Pyodide: Bringing the scientific Python stack to the browser (via) More fun with WebAssembly: Pyodide attempts (and mostly succeeds) to bring the full Python data stack to the browser: CPython, NumPy, Pandas, Scipy, and Matplotlib. Also includes interesting bridge tools for e.g. driving a canvas element from Python. Really interesting project from the Firefox Data Platform team.
Wasmer: a Python library for executing WebAssembly binaries. This is a really interesting new tool: “pip install wasmer” and now you can load code that has been compiled to WebAssembly and call those functions directly from Python. It’s built on top of the wasmer universal WebAssembly runtime, written over just the past year in Rust by a team lead by Syrus Akbary, the author of the Graphene GraphQL library for Python.

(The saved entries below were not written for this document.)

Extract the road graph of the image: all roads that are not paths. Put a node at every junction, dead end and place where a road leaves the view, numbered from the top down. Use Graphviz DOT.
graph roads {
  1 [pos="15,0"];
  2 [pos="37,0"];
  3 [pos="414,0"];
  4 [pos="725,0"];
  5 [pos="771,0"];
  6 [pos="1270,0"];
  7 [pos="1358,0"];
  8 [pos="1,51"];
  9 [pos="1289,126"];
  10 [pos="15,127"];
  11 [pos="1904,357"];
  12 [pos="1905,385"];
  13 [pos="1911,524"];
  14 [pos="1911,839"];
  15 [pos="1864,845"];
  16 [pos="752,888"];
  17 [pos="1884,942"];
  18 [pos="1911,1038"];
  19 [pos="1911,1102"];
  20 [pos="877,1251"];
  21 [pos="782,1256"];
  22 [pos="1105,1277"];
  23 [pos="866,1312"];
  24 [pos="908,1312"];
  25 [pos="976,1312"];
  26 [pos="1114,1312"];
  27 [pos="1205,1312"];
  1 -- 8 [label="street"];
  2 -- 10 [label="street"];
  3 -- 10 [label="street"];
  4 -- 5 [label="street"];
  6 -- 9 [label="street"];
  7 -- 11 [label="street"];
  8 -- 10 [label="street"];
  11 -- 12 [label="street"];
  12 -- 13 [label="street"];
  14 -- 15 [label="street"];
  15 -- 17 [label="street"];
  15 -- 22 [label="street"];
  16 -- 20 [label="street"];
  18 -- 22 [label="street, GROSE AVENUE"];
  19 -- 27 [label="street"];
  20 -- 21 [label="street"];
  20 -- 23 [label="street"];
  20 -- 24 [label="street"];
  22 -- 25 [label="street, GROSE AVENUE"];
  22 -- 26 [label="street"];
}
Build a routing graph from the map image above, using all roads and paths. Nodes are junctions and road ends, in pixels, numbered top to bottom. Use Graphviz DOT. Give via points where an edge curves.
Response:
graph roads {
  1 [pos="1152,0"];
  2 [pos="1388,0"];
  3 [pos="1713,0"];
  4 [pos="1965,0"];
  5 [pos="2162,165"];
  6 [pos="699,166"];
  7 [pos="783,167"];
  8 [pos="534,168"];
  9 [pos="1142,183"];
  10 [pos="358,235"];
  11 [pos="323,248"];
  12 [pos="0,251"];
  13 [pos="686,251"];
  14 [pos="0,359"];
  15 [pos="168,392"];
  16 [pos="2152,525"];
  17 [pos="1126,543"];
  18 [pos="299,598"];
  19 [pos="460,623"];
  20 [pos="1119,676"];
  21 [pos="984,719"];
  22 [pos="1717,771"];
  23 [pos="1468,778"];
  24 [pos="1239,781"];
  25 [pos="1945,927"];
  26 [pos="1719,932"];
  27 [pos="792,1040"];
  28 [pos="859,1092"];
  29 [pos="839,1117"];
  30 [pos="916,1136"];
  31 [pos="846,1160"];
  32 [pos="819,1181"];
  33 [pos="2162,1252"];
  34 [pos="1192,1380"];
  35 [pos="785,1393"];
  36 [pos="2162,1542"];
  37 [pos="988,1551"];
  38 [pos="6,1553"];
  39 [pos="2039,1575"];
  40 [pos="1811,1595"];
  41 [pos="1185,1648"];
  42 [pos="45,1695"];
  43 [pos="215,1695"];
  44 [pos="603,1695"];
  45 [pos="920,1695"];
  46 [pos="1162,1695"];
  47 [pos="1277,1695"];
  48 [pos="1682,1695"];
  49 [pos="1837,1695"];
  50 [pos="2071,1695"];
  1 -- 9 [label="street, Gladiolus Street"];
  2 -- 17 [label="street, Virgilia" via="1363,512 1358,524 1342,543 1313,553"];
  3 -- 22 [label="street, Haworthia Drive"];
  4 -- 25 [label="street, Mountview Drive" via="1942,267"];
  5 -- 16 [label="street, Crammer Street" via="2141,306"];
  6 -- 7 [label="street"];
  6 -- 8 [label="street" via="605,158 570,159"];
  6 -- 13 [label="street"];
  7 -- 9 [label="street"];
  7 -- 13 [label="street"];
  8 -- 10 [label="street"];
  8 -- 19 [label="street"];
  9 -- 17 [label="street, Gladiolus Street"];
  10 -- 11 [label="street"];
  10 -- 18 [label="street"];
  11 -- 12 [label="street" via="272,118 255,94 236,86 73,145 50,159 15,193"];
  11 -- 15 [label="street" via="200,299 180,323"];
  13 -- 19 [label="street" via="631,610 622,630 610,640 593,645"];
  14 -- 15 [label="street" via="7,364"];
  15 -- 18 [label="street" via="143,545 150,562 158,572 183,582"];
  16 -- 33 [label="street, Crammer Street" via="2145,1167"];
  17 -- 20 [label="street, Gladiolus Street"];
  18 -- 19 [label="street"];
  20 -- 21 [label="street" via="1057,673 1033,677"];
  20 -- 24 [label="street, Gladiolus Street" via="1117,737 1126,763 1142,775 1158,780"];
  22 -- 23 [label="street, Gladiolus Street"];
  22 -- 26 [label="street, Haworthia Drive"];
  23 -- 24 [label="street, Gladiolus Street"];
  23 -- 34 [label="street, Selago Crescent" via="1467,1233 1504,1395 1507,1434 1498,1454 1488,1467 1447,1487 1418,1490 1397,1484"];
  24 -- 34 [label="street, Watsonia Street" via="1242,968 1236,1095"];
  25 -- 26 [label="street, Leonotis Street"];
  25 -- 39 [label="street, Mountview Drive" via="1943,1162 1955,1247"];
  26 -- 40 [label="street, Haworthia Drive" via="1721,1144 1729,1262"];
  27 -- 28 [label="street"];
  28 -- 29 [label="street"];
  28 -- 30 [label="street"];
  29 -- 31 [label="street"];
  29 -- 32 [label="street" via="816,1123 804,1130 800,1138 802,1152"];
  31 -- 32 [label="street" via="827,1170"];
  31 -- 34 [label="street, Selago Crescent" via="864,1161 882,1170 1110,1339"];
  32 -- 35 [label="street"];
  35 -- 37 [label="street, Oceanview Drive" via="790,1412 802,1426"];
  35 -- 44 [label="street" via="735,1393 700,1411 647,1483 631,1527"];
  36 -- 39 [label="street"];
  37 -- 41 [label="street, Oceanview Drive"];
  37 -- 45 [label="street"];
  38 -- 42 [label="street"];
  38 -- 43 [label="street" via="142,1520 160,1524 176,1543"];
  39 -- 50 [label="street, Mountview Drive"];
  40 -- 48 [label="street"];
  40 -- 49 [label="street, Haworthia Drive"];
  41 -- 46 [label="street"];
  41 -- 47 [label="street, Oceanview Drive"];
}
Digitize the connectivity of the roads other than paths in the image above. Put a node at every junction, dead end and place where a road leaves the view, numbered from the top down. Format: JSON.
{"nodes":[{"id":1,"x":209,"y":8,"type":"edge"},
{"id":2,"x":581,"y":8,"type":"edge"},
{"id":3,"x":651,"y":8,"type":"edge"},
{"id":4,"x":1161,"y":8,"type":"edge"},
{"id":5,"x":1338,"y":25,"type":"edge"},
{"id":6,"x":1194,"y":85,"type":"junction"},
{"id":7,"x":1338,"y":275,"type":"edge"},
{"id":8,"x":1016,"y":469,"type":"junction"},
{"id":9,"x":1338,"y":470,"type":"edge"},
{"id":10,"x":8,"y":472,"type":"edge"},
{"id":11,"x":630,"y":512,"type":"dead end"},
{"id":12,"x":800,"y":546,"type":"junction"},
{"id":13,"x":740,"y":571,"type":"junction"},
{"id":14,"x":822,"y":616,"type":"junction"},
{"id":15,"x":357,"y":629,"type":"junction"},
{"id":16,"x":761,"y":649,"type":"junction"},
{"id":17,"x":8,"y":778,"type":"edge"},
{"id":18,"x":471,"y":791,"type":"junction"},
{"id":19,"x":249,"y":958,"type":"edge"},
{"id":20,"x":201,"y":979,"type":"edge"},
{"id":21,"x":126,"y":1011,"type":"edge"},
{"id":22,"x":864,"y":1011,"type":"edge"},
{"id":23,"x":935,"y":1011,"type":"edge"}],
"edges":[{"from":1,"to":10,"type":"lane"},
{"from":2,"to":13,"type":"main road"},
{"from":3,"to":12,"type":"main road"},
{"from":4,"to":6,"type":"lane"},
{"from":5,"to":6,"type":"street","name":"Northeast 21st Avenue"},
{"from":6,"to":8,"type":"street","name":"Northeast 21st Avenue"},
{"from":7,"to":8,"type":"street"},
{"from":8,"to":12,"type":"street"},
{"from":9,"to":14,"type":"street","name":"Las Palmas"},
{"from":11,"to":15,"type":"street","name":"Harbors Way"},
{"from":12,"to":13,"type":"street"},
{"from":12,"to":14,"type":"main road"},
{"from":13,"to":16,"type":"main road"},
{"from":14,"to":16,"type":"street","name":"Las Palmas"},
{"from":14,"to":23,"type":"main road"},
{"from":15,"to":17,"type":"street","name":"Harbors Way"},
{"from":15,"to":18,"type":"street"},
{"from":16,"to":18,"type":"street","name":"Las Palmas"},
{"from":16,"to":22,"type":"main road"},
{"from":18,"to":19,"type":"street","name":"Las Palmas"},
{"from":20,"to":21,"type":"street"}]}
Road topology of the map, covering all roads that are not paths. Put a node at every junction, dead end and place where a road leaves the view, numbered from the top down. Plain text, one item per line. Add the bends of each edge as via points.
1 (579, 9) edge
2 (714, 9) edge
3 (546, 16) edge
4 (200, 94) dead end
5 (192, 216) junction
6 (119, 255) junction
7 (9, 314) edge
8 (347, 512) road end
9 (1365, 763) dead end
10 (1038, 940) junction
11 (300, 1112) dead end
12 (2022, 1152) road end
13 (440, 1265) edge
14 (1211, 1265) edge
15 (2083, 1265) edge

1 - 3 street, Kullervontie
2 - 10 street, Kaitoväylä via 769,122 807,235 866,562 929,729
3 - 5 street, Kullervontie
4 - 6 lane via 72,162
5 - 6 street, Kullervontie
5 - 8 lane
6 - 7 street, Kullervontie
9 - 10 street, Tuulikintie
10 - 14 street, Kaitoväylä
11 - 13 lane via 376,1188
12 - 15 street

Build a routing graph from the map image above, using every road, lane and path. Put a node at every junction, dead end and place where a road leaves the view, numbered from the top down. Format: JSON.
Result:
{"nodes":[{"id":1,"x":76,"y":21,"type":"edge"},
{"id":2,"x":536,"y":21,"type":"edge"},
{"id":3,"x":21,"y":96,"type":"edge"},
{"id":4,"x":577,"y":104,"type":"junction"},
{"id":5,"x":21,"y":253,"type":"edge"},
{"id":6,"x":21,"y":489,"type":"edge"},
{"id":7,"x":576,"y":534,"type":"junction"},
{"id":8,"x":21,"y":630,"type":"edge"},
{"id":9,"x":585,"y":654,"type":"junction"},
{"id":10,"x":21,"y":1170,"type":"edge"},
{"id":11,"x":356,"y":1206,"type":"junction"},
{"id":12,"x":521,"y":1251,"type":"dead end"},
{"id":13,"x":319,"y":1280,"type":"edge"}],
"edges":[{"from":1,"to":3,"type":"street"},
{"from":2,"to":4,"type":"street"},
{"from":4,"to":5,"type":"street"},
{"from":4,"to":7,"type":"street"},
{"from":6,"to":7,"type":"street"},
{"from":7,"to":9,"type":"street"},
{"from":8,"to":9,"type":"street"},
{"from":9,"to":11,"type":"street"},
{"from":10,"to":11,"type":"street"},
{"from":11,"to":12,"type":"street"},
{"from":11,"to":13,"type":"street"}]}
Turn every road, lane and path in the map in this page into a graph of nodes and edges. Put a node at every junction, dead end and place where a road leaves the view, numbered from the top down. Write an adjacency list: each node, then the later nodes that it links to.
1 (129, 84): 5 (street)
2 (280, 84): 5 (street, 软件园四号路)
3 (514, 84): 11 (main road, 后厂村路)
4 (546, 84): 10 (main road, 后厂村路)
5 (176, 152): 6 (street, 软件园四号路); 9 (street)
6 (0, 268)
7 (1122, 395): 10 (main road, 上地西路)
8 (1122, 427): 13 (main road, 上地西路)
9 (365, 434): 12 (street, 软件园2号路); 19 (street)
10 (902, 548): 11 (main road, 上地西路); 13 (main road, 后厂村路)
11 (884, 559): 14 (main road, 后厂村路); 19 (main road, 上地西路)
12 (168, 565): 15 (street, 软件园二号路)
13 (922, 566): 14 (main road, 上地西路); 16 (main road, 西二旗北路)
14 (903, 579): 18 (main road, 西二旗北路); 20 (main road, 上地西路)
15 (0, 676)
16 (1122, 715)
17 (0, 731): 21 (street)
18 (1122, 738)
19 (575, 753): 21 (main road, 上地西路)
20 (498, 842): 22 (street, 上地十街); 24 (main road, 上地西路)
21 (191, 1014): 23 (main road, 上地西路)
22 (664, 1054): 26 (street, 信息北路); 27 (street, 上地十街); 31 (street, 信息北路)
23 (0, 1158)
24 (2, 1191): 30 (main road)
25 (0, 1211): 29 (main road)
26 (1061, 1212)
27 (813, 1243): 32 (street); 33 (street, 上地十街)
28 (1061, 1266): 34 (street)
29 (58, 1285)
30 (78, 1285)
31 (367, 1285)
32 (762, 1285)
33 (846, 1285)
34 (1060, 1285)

ripgrep is faster than {grep, ag, git grep, ucg, pt, sift}
(via)
Andrew Gallant's post from September 2016 introducing ripgrep, the command-line grep tool he wrote using Rust (on top of the Rust regular expression library also written by Andrew). ripgrep is a beautifully designed CLI interface and is crazy fast, and this post describes how it gets its performance in a huge amount of detail, right down to comparing the different algorithmic approaches used by other similar tools.
I recently learned that ripgrep ships as part of VS Code, which is why VS Code's search-across-project feature is so fast. In fact, if you dig around in the OS X package you can find the rg binary already installed on your mac:
find /Applications/Visual* | grep bin/rg
Datasette: ?_where=sql-fragment parameter for table views. I just shipped a tiny but really useful new feature to Datasette master: you can now add ?_where=sql-fragment on to the URL of any table view to inject additional SQL directly into the underlying WHERE clause. This tiny feature actually has some really interesting applications: I created this because I wanted to be able to run more complex custom SQL queries without losing access to the conveniences of Datasette’s table view, in particular the built-in faceting support. The feature actually fits in well with Datasette’s philosophy of allowing arbitrary SQL to be executed against a read-only database: you can turn this ability off using the allow_sql config flag.
How to Create an Index in Django Without Downtime (via) Excellent advanced tutorial on Django migrations, which uses a desire to create indexes in PostgreSQL without locking the table (with CREATE INDEX CONCURRENTLY) to explain the SeparateDatabaseAndState and atomic features of Django’s migration framework.